The protocol version says which version of the CasperLabs protocol this contract was compiled to be compatible with. Contracts which are not compatible with the active major protocol version will not be executed by any node in the CasperLabs network.

Permissions

There are three types of actions which can be done on a value: read, write, add. The reason for add to be called out separately from write is to allow for commutativity checking. The available actions depends on the key type and the context. This is summarized in the table below:

Key Type

Available Actions

Account

Read + Add if the context is the current account otherwise None

Hash

Read

URef

See note below

Local

Read + Write + Add if the context seed used to construct the key matches the current context

Permissions for URefs

In the runtime, a URef carries its own permissions called AccessRights. Additionally, the runtime tracks what AccessRights would be valid for each URef to have in each context. As mentioned above, if a malicious contract attempts to use a URef with AccessRights that are not valid in its context, then the runtime will raise an error; this is what enforces the security properties of all keys. By default, in all contexts, all URefs are invalid (both with any AccessRights, or no AccessRights); however, a URef can be added to a context in the following ways:

  • it can exist in a set of “known” URefs

  • it can be freshly created by the runtime via the new_uref function

  • for called contracts, it can be passed in by the caller via the arguments to call_contract

  • it can be returned back to the caller from call_contract via the ret function

Note: that only valid URefs may be added to the known URefs or cross call boundaries; this means the system cannot be tricked into accepted a forged URef by getting it through a contract or stashing it in the known URefs.

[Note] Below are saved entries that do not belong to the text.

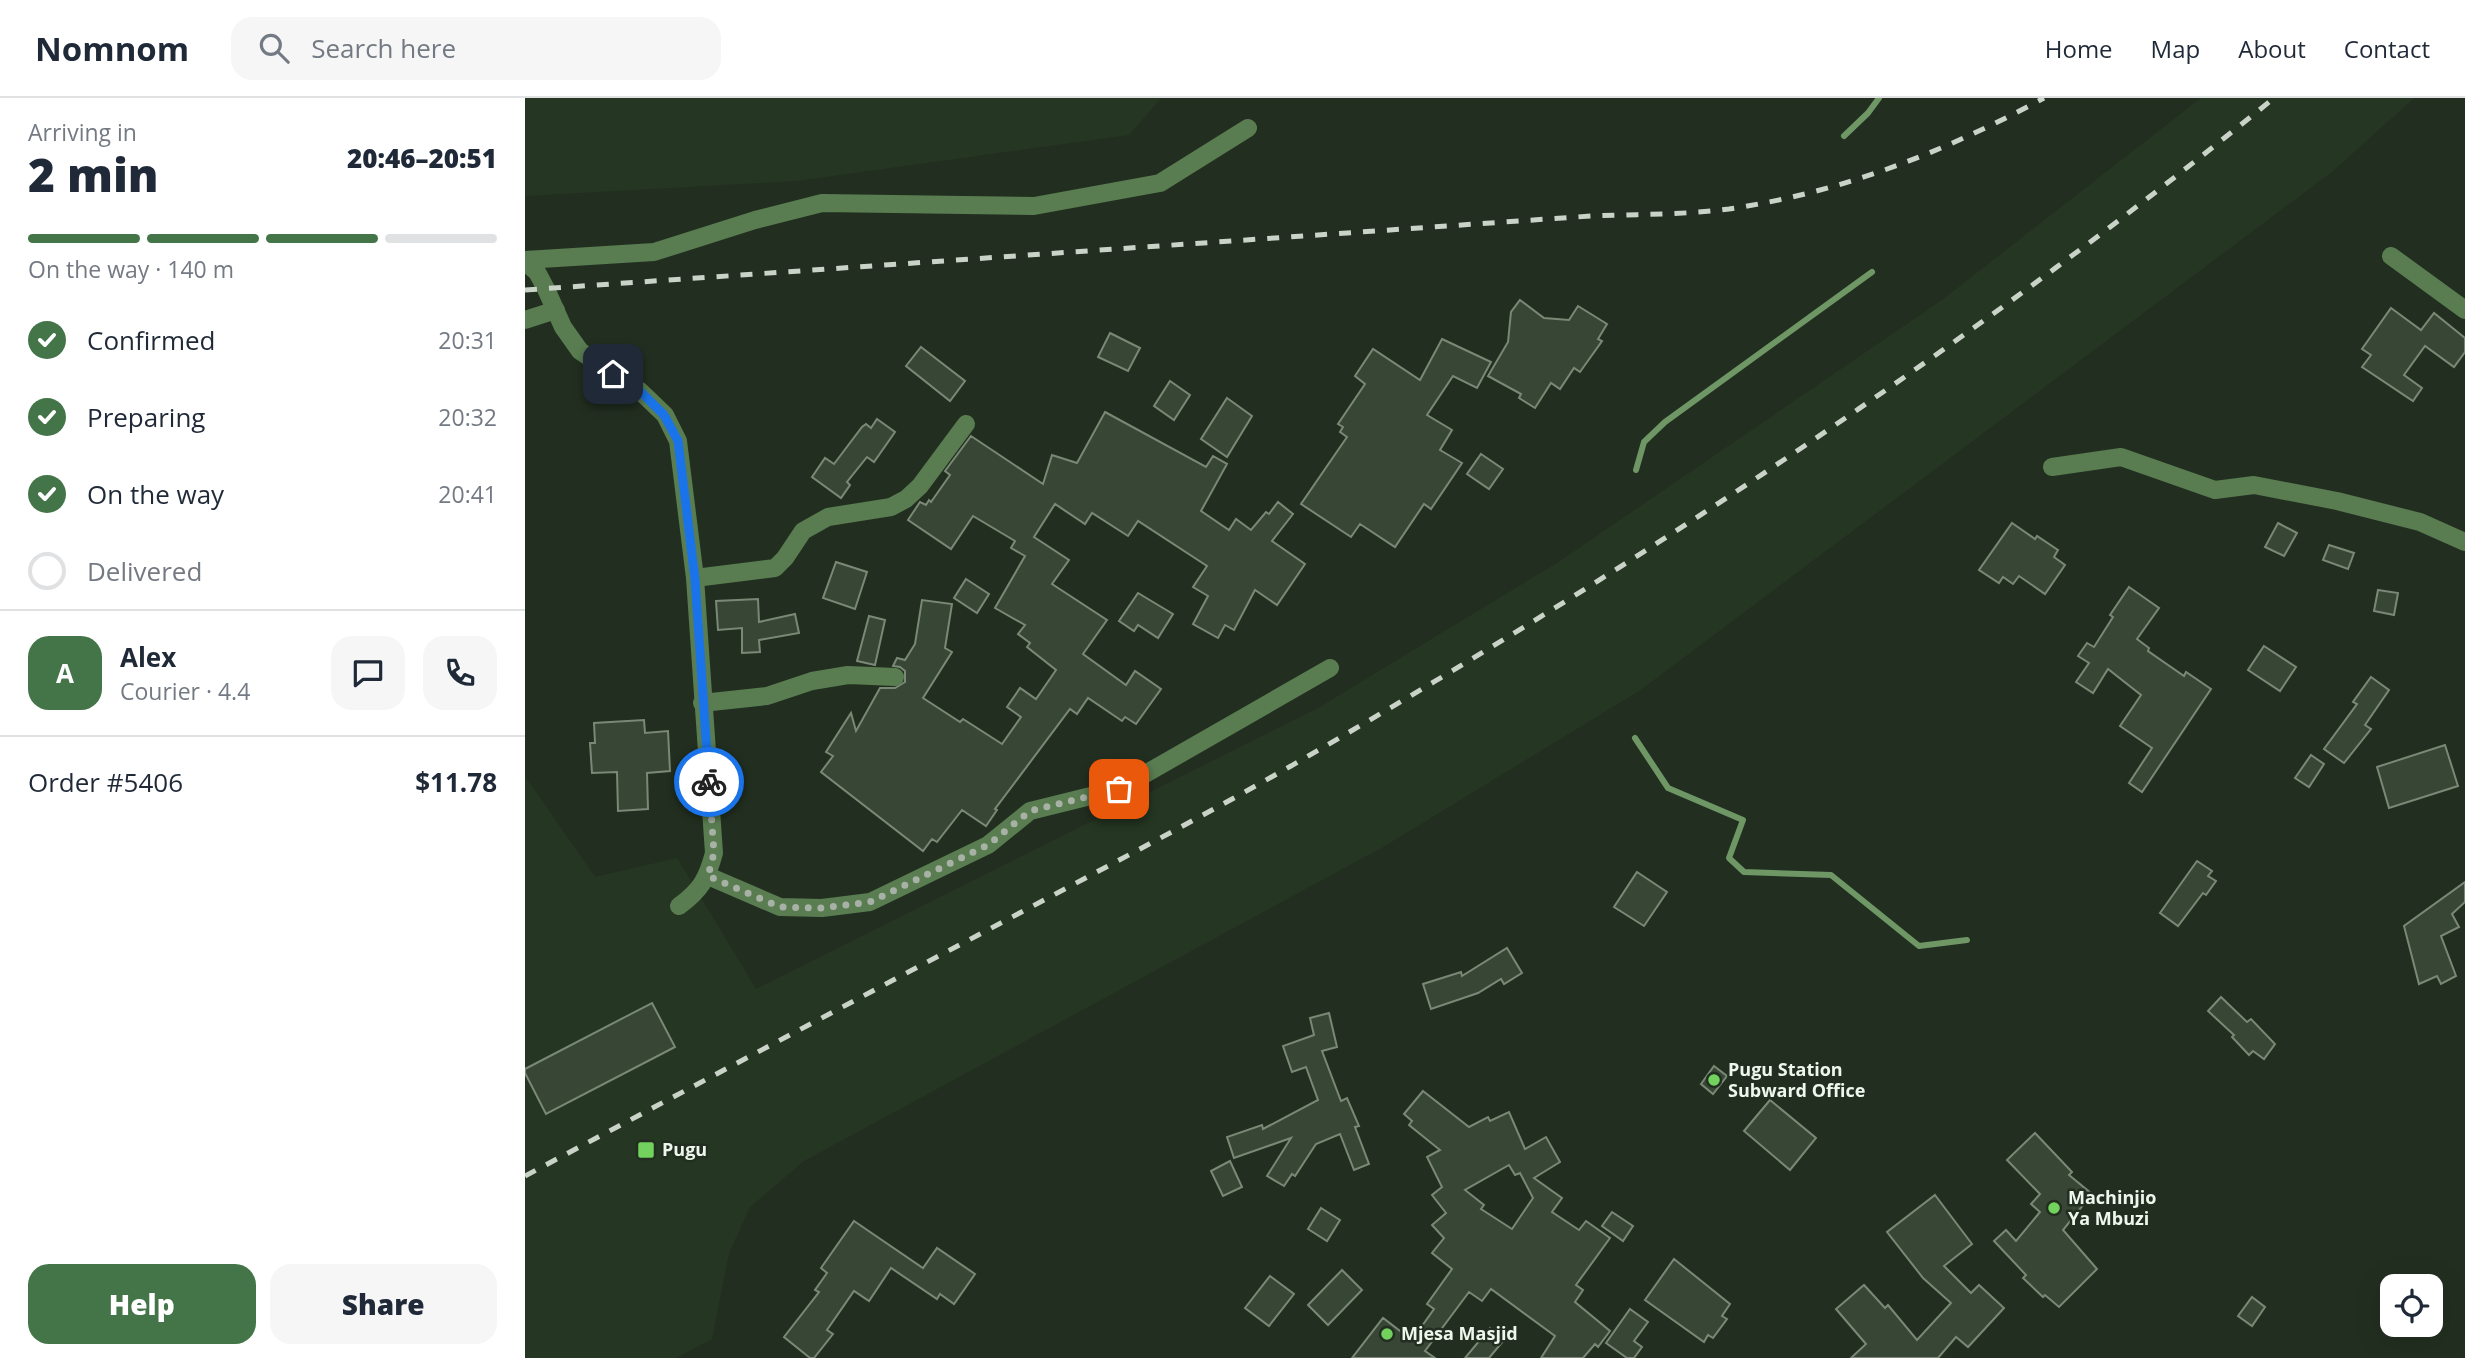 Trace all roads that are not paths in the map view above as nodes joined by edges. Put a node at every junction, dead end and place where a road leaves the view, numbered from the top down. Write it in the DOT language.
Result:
graph roads {
  1 [pos="1248,128"];
  2 [pos="2391,256"];
  3 [pos="525,261"];
  4 [pos="556,310"];
  5 [pos="2465,310"];
  6 [pos="525,320"];
  7 [pos="966,424"];
  8 [pos="2052,467"];
  9 [pos="2465,542"];
  10 [pos="695,579"];
  11 [pos="1330,668"];
  12 [pos="895,677"];
  13 [pos="702,703"];
  14 [pos="708,876"];
  15 [pos="679,906"];
  1 -- 3 [label="street"];
  2 -- 5 [label="street"];
  3 -- 4 [label="street"];
  4 -- 6 [label="street"];
  4 -- 10 [label="street"];
  7 -- 10 [label="street"];
  8 -- 9 [label="street"];
  10 -- 13 [label="street"];
  11 -- 14 [label="street"];
  12 -- 13 [label="street"];
  13 -- 14 [label="street"];
  14 -- 15 [label="street"];
} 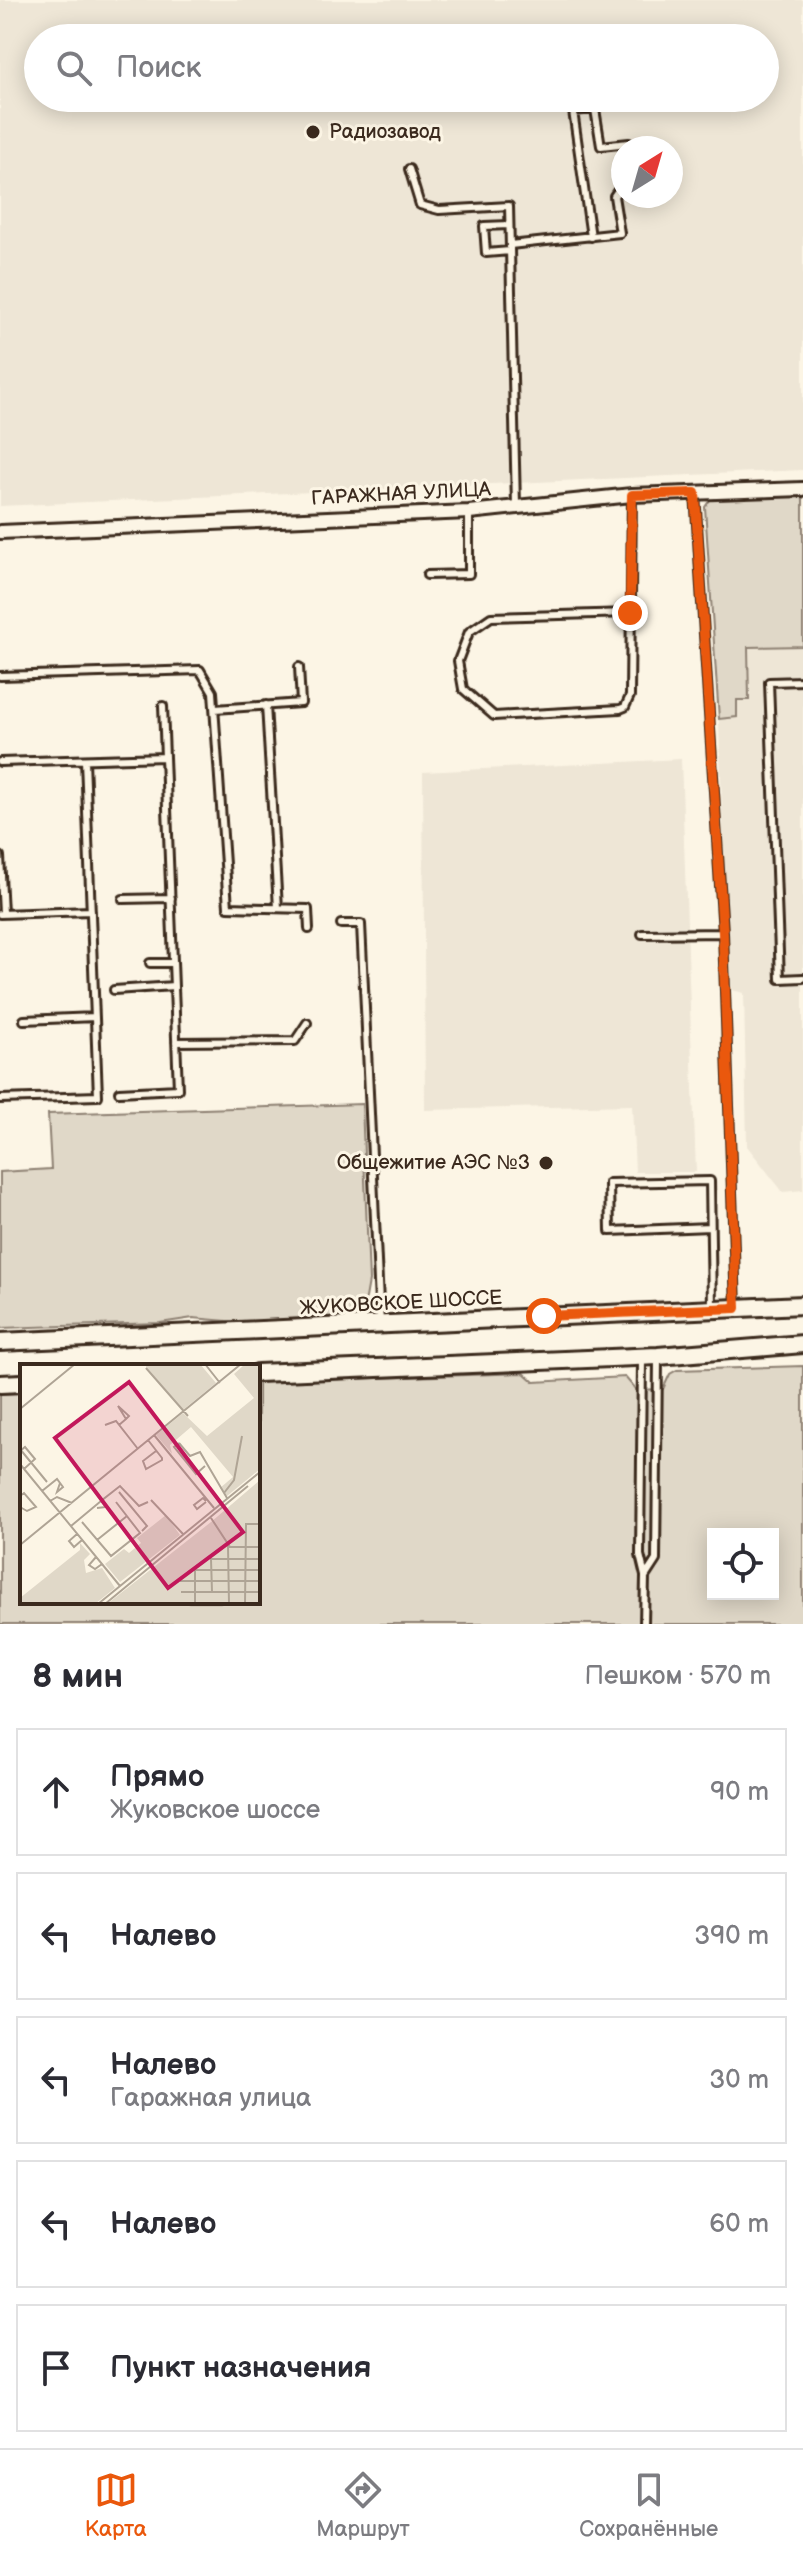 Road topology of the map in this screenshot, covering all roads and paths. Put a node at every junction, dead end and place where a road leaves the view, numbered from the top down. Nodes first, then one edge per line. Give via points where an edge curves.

The ability to pass URefs between contexts via call_contract / ret, allows them to be used to share state among a fixed number of parties, while keeping it private from all others.

Merkle trie structure

At a high level, a Merkle trie is a key-value store data structure which is able to be shared piece-wise in a verifiable way (via a construction called a Merkle proof). Each node is labelled by the hash of its data; for leaf nodes —that is the data stored in that part of the tree, for other node types — that is the data which references other nodes in the trie. Our implementation of the trie has radix of 256, this means each branch node can have up to 256 children. This is convenient because it means a path through the tree can be described as an array of bytes, and thus serialization directly links a key with a path through the tree to its associated value.

Formally, a trie node is one of the following:

  • a leaf, which includes a key and a value

  • a branch, which has up to 256 blake2b256 hashes, pointing to up to 256 other nodes in the trie (recall each node is labelled by its hash)

  • an extension node, which includes a byte array (called the affix) and a blake2b256 hash pointing to another node in the trie

The purpose of the extension node is to allow path compression. For example, if all keys for values in the trie used the same first four bytes, then it would be inefficient to need to traverse through four branch nodes where there is only one choice, and instead the root node of the trie could be an extension node with affix equal to those first four bytes and pointer to the first non-trivial branch node.

The rust implementation of our trie can be found on GitHub:

Note: that conceptually, each block has its own trie because the state changes based on the deploys it contains. For this reason, our implementation has a notion of a TrieStore which allows us to look up the root node for each trie.